Some would argue that the growth of index funds makes markets more inefficient, as index investing is little more than a version of lagged momentum (index trackers add to shares which have done well and sell shares which have done badly). The alternative argument is that the growth of indexation is coming at the expense of weaker active managers. The best analogy is a poker game where the poorer players lose their money and drop out first. Arguably, that makes the game harder for the more skilled players that remain, not easier. - Marshall, Paul. 10½ Lessons from Experience

Indexing strategies are becoming increasingly sophisticated, distilling complex active strategies into just one or two factors. This evolution is intensifying the pressure on active managers to outperform their benchmarks.

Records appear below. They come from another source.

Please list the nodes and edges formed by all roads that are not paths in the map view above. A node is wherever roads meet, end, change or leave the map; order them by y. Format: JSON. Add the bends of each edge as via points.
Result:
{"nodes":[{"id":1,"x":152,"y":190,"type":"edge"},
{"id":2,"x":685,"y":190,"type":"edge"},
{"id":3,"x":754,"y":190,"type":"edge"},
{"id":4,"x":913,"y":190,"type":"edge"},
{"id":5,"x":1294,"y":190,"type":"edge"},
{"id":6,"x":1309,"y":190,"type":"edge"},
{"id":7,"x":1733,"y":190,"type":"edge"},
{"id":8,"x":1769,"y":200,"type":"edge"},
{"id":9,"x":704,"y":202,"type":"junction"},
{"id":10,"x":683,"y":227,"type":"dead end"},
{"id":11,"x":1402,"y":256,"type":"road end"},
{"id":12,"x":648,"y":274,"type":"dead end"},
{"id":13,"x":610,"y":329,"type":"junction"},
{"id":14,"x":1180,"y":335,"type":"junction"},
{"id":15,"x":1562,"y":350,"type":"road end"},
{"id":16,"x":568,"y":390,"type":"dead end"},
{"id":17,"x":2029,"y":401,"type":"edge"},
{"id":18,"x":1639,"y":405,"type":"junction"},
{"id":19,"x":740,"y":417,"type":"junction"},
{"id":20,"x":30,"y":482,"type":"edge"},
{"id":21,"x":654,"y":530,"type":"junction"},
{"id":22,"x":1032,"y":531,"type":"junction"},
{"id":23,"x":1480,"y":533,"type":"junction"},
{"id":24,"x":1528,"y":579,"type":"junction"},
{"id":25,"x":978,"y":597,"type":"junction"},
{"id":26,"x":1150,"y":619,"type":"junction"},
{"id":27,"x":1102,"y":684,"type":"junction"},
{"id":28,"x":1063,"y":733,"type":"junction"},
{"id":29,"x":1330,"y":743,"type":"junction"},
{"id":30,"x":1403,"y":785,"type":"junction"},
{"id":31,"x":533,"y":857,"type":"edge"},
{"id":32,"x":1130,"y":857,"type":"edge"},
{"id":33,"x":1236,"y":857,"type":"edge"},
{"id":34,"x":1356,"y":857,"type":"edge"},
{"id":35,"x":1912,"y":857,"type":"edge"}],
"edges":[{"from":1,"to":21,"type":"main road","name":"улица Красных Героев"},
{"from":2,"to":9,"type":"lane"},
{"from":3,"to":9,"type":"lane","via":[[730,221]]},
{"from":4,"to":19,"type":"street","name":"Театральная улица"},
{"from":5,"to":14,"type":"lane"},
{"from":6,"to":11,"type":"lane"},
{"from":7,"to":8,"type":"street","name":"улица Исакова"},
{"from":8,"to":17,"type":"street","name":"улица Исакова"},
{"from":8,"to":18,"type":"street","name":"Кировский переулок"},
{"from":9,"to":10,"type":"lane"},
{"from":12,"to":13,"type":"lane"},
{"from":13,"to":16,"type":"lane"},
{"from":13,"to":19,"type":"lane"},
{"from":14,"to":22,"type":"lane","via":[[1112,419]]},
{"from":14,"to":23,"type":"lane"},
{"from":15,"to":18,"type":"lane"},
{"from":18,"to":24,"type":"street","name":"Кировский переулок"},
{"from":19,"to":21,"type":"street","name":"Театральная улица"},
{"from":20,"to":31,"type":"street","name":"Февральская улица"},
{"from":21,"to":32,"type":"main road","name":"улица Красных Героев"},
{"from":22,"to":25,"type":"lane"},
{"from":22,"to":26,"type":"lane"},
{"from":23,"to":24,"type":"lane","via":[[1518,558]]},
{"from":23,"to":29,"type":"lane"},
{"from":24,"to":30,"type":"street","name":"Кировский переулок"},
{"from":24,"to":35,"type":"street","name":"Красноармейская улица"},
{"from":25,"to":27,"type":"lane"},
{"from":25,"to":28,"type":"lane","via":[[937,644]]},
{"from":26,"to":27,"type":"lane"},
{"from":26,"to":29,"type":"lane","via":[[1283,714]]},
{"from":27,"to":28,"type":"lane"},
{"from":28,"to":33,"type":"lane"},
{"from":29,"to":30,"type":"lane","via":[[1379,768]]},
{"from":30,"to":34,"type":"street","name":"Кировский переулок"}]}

The overall long-term track record for active funds is subpar. About 29% of them survived and beat their average indexed peer over the decade through June 2024. Success rates were generally higher among foreign-stock, real estate, and bond funds and lowest among US large-cap strategies. - Morningstar’s US Active/Passive Barometer September 2024

Unlike baseball's relatively small and controlled field, the vast financial world still allows for performance outliers to emerge. However, this may not last indefinitely. As indexing gains popularity, at what point will it become increasingly difficult for active managers to outperform the market over the long term? Moreover, what new benchmarks for exceptional performance might arise in this evolving landscape?